The propagation of ultrasound through a bubbly medium is a challenging task because of a) multiple scattering the occurs in a bubble cluster and b) the nonlinear dynamics of the microbubble interaction with the ultrasound and their effect on the effective attenuation and sound speed of the medium. Most studies treat simple systems (one or few bubbles) and apply linear models describing the oscillations of the microbubbles. This approach will generate inaccurate results, especially for exposure of higher-pressure excitations.

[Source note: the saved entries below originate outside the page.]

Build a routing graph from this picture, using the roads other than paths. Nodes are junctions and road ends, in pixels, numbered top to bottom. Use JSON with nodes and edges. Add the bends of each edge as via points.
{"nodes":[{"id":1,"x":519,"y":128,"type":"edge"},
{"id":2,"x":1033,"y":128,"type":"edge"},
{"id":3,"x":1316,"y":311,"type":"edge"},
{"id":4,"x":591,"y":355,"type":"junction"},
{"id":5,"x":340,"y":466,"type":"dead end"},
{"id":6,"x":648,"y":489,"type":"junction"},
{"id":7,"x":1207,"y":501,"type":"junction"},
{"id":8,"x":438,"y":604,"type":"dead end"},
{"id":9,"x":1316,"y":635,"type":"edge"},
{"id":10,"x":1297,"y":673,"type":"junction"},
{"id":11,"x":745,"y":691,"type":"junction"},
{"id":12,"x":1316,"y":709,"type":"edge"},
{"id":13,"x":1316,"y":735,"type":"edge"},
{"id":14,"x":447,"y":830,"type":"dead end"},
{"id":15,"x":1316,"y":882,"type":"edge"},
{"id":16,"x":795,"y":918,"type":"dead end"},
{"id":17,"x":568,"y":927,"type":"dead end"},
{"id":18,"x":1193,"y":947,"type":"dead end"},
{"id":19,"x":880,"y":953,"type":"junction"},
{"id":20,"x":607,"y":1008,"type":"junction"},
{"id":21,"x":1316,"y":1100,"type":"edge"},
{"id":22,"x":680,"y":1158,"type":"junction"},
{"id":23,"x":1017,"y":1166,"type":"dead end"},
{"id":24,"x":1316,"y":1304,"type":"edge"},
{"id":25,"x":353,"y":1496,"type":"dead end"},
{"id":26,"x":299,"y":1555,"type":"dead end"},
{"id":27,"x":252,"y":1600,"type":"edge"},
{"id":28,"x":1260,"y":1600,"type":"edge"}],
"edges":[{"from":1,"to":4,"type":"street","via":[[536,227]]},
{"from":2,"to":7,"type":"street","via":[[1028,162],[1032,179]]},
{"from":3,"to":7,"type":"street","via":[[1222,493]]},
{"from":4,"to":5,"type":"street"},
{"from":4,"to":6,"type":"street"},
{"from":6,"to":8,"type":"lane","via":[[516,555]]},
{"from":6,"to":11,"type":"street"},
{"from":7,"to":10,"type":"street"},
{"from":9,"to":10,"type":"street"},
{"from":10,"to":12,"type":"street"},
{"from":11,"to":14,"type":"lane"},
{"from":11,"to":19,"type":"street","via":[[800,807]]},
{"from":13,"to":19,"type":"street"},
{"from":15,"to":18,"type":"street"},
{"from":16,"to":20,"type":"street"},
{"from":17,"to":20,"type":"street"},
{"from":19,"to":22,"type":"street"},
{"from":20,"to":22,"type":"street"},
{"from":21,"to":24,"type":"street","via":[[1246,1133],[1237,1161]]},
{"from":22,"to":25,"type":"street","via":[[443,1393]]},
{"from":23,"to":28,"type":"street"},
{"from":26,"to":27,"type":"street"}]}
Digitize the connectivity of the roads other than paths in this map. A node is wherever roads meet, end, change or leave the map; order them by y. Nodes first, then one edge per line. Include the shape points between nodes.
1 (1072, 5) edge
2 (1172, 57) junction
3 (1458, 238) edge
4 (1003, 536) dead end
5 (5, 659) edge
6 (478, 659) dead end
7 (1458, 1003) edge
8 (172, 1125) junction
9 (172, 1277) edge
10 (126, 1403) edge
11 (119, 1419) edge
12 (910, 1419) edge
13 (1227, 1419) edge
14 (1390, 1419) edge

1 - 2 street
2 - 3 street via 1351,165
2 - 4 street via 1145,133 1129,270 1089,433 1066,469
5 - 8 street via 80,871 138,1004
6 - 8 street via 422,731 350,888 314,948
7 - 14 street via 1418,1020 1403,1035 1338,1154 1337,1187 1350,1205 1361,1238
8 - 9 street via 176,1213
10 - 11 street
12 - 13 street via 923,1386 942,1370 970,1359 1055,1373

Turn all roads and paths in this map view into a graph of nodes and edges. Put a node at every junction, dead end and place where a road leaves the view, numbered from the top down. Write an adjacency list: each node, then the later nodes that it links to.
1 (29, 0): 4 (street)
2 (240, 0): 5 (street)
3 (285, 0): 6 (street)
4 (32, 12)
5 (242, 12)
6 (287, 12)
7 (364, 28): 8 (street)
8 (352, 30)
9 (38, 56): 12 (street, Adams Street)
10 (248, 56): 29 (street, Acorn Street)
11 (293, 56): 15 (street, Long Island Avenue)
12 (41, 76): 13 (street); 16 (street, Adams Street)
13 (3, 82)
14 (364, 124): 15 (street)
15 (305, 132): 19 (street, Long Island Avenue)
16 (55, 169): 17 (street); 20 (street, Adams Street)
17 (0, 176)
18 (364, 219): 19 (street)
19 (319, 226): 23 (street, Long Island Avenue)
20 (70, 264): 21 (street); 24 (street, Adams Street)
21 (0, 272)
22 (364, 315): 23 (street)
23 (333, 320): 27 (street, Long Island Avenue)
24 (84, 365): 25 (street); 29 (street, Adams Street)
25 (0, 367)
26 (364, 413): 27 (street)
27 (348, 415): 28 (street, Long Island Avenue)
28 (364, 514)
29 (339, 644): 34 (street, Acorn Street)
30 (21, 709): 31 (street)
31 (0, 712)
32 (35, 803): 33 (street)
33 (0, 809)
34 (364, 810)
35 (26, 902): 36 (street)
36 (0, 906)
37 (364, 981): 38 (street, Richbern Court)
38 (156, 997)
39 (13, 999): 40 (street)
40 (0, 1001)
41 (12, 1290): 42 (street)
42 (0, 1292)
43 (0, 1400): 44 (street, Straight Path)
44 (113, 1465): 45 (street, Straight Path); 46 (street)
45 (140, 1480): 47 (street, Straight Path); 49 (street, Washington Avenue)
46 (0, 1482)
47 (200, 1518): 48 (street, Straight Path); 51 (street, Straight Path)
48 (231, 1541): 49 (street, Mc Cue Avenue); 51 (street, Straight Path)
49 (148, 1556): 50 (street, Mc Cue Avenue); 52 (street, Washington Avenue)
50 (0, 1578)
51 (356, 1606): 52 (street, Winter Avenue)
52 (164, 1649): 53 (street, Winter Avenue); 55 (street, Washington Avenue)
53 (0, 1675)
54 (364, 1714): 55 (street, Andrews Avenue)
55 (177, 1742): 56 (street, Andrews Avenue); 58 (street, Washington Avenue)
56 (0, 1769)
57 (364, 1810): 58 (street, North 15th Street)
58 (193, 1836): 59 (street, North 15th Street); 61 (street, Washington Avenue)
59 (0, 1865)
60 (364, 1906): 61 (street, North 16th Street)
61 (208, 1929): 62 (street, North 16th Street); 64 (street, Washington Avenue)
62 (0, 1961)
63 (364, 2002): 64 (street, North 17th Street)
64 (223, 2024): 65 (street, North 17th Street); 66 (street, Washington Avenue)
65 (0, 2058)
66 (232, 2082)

We have developed an efficient technique for investigating the dynamics of large microbubble clusters considering multiple scattering from all the bubbles in the cluster. We validated our method using numerical simulations and comparison with established techniques. Moreover, we have numerically simulated the attenuation and sound speed of a bubbly medium taking into account the nonlinear microbubble oscillations of the interacting microbubbles. An efficient method to investigate the nonlinear bubble-bubble interaction and multiple scattering was developed, and numerical investigations simulating a cluster of 130 randomly distributed interacting were done. We have performed controlled experiments in nonlinear regimes with ultrasound measurements acquired at multiple acoustic pressures and frequencies by sonicating a size controlled population of lipid-coated micro-bubbles. Model predictions are in good agreement with experimental results.